En cuanto a los rayos que Becquerel descubrió que emitía el uranio, resultó que consistían en tres partes. La porción más penetrante, llamada radiación gamma, era semejante a los rayos X, pero más energética. El resto de la radiación estaba compuesto de electrones y núcleos de helio.
La física experimentó una revolución total. Hasta 1896 se pensaba que el átomo era una partícula diminuta e indivisible, la porción más pequeña de materia. De pronto se descubría que estaba compuesto de partículas aún menores, que poseían extrañas propiedades. Algunos átomos, como los de uranio, incluso se desintegraban motu propio en átomos más sencillos.
Esta prueba de que los átomos se desintegran y emiten electrones inauguró todo un mundo nuevo en la ciencia. Luego siguieron sesenta años de rápidos progresos que condujeron a la física nuclear y a la exploración del átomo.
Desde el punto de vista de la ciencia pura, el descubrimiento de Roentgen fue de inmensa importancia. Pero antes de que esto se le hiciera claro al hombre de la calle, hubo un avance inmediato en la medicina que afectó a casi todo hijo de vecino.

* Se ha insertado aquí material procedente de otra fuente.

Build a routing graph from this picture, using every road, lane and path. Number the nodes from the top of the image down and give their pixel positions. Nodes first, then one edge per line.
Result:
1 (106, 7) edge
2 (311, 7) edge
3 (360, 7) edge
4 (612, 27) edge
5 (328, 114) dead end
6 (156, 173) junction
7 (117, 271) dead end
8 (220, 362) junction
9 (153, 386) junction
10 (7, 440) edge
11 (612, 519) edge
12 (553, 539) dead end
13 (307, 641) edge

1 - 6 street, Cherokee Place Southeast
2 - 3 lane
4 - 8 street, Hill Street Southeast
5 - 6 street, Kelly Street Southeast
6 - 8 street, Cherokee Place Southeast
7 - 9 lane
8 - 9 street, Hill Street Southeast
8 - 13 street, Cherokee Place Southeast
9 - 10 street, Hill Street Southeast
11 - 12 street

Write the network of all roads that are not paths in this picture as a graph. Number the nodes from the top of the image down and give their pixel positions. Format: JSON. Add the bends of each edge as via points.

Los rayos X atraviesan fácilmente los tejidos blandos del cuerpo, pero son detenidos en gran parte por los huesos y totalmente por los metales. Los rayos X, al atravesar el cuerpo e impresionar una película fotográfica colocada detrás, dan un gris claro allí donde han sido interceptados por los huesos, y un gris más oscuro, en distintas tonalidades, en los demás lugares.

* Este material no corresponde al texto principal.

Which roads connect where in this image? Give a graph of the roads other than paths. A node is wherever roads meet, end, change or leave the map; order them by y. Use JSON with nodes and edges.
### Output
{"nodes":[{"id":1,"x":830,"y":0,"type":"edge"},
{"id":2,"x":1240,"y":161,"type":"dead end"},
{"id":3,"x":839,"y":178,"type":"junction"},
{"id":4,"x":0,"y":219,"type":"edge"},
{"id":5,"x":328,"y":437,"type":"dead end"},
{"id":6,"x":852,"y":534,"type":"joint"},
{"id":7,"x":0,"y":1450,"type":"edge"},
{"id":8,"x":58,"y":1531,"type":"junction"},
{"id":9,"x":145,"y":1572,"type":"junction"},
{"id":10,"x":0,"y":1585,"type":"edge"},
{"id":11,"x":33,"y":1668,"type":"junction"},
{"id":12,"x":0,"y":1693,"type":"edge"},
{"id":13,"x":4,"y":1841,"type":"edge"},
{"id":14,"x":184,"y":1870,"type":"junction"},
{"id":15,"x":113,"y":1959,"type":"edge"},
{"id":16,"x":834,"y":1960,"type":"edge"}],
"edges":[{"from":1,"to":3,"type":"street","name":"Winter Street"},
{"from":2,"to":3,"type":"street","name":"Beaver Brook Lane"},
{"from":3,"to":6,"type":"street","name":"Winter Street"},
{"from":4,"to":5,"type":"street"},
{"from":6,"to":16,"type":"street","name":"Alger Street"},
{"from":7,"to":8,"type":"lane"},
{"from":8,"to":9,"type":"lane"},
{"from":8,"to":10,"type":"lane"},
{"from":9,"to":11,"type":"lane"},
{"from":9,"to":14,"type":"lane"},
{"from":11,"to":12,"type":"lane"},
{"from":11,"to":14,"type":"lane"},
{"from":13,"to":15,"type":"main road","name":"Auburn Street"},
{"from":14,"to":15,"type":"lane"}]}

.Los médicos hallaron aquí un medio de mirar dentro del cuerpo humano de una manera rápida, fácil y, sobre todo, sin necesidad de operar. Con los rayos X se podían descubrir pequeñas fisuras en los huesos, trastornos en las articulaciones, focos de tuberculosis en los pulmones y objetos extraños en el estómago; en resumen: el médico tenía en sus manos algo así como un ojo mágico. Cuatro días después de llegar a América la noticia del descubrimiento de Roentgen, se utilizaron allí los rayos X para localizar una bala en la pierna de un paciente. Y también el dentista tuvo a partir de entonces un ojo mágico. Con la radiación invisible de Roentgen podía detectar el comienzo de una caries, por ejemplo.

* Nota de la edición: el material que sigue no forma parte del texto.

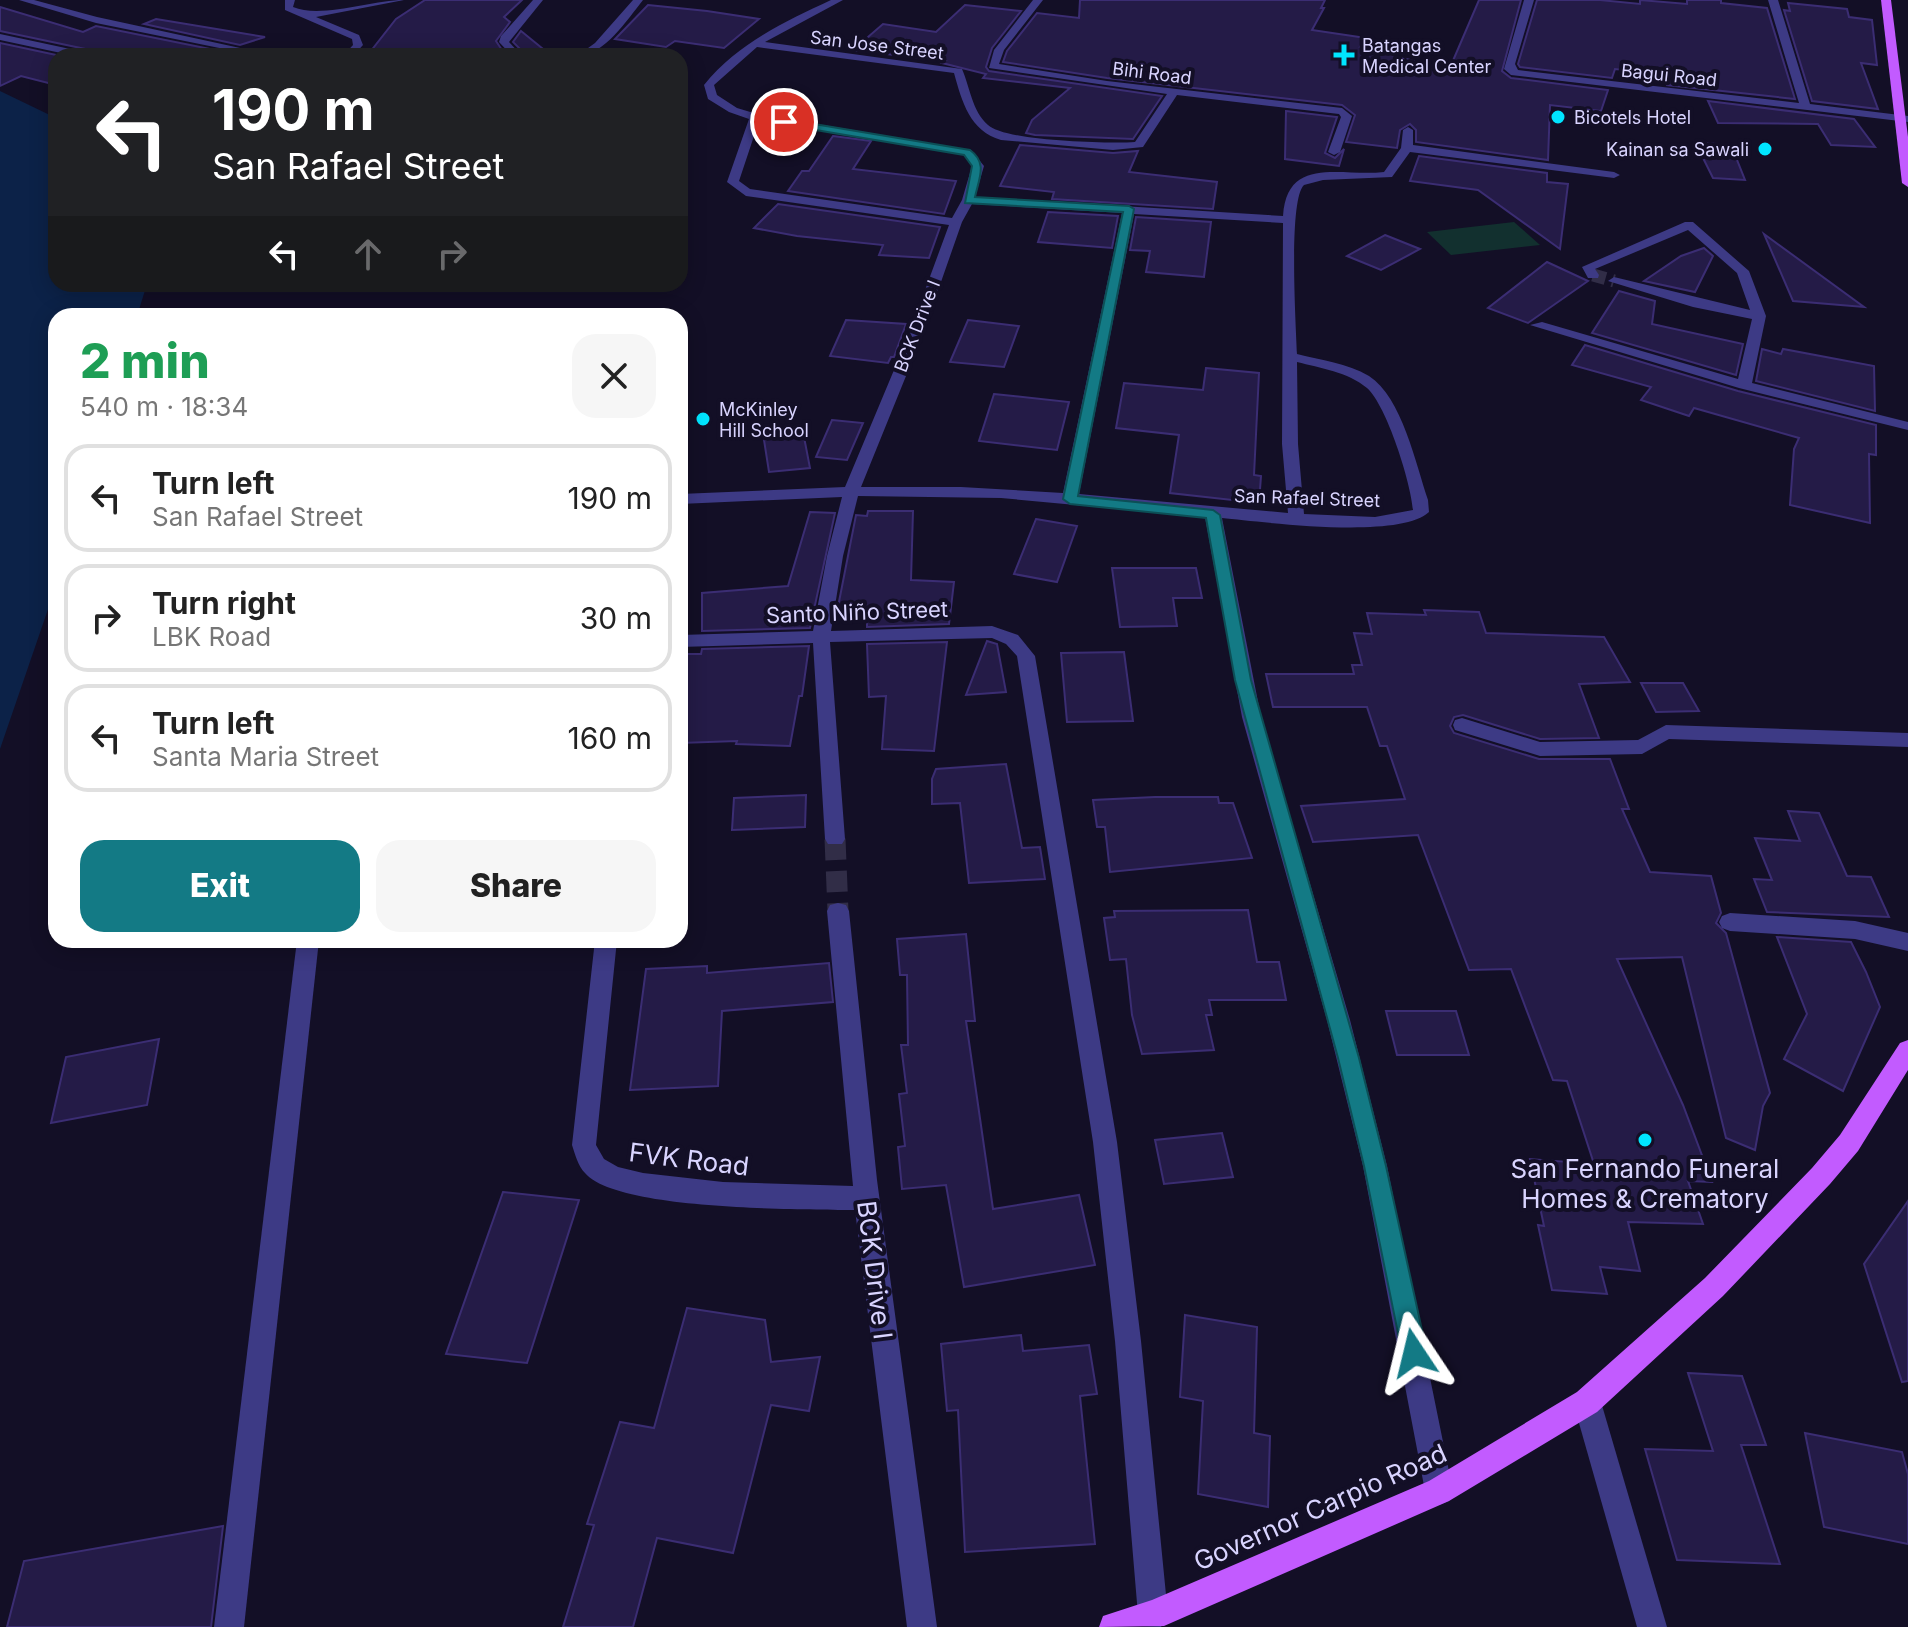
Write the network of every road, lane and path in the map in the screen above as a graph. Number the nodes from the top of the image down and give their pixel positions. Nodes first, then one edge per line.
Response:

Los rayos X (y los gamma) son capaces de matar tejido vivo; enfocados convenientemente pueden matar células cancerosas a las que no tiene acceso el bisturí del cirujano. Hoy día se sabe, sin embargo, que hay que utilizarlos con precaución y sólo en caso de necesidad.
Los rayos X encuentran también aplicación en la industria. En estructuras metálicas son capaces de detectar defectos internos que de otro modo serían invisibles. En química se utilizan para investigar la estructura atómica de cristales y de moléculas proteínicas complejas. En ambos casos abren nuevas ventanas a lo que hasta entonces permanecía oculto.
Aunque suene a paradoja, gracias a Roentgen podemos utilizar lo invisible para hacer visible lo invisible.